La lucha contra el racismo no ha sido solo una lucha contra prejuicios individuales, sino contra un sistema complejo de poder que se ha construido a lo largo de los siglos. Las luchas por los derechos civiles, la igualdad y el reconocimiento de la diversidad, han puesto en evidencia que la raza, lejos de ser una característica determinante de la capacidad o valor humano, es una construcción social que ha sido utilizada para justificar desigualdades históricas.
A pesar de los avances, el racismo sigue profundamente arraigado en muchas sociedades. Se presenta de diversas maneras: desde la violencia explícita hasta las microagresiones cotidianas, pasando por políticas discriminatorias y representaciones mediáticas estereotipadas. El racismo no solo condena a los grupos racializados a la pobreza y la exclusión, también socava la cohesión social, limita el potencial colectivo y refuerza divisiones creadas.

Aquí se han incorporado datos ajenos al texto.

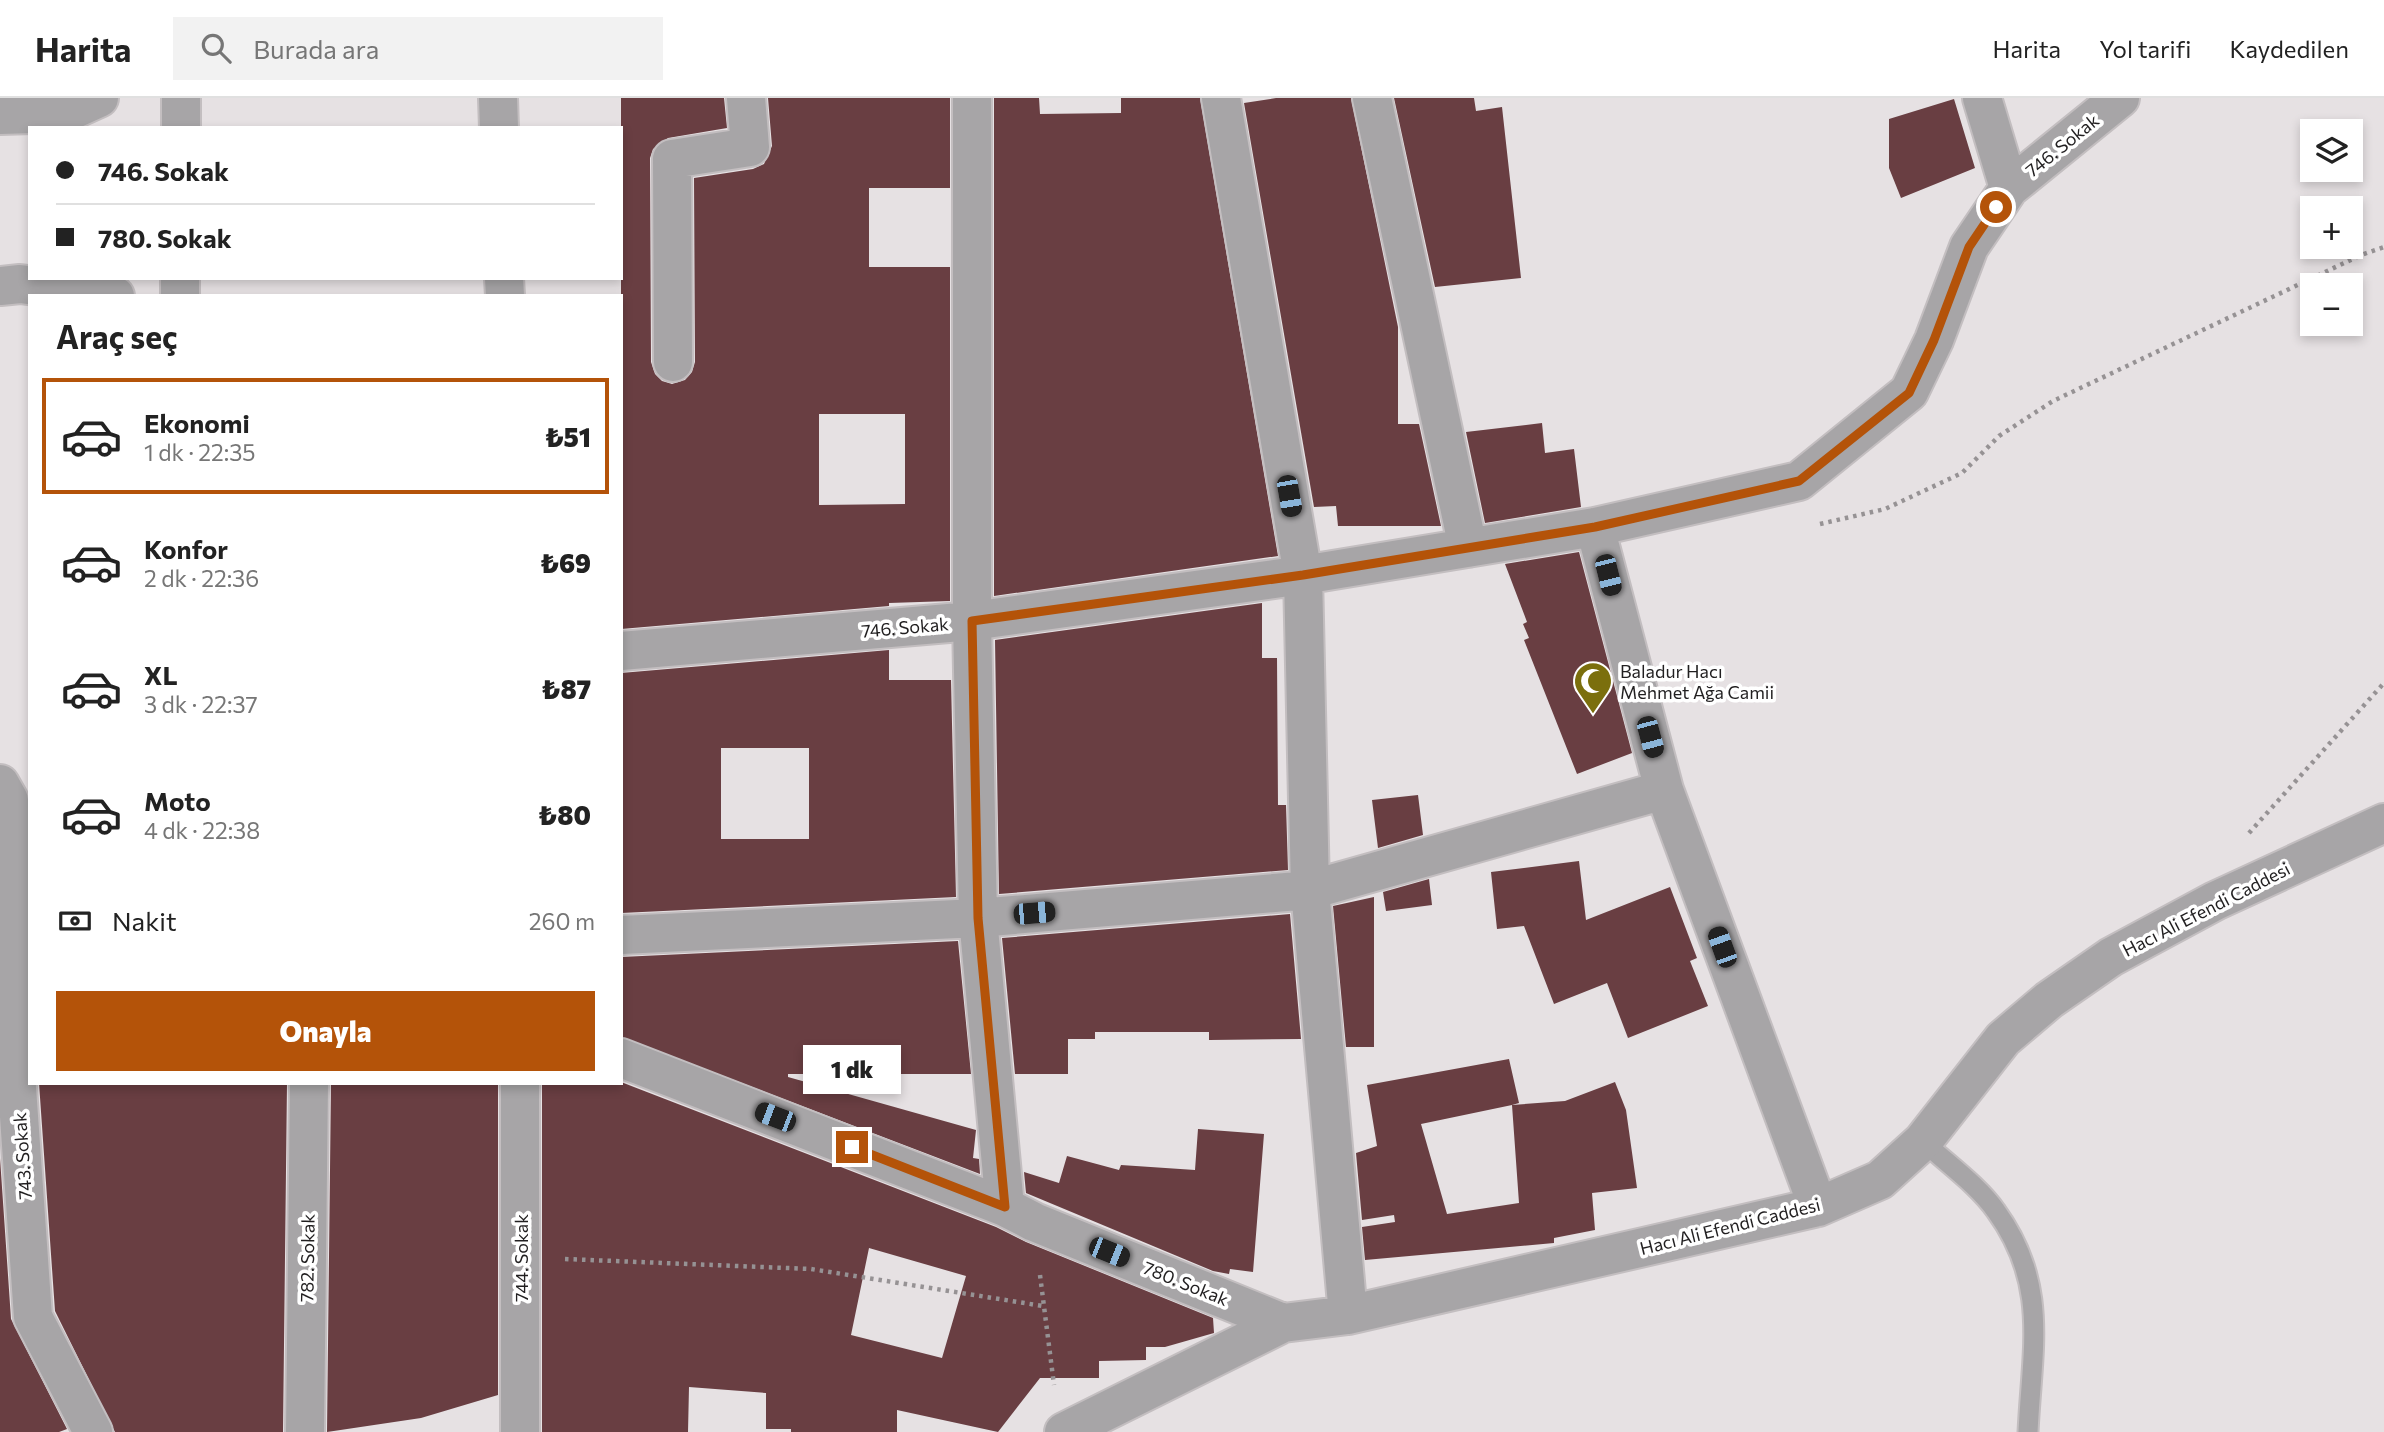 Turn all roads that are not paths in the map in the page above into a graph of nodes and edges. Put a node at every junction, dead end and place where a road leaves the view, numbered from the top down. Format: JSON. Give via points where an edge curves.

Es esencial reconocer que el racismo no se reduce a individuos con prejuicios, sino que constituye un problema estructural que requiere cambios profundos en la organización de la sociedad. Erradicar el racismo es un proceso largo y complejo que exige no solo cuestionar los prejuicios individuales, sino también transformar las estructuras que lo perpetúan. Solo a través de la educación, la empatía y la acción colectiva será posible erradicar este mal que ha afligido a la humanidad durante siglos.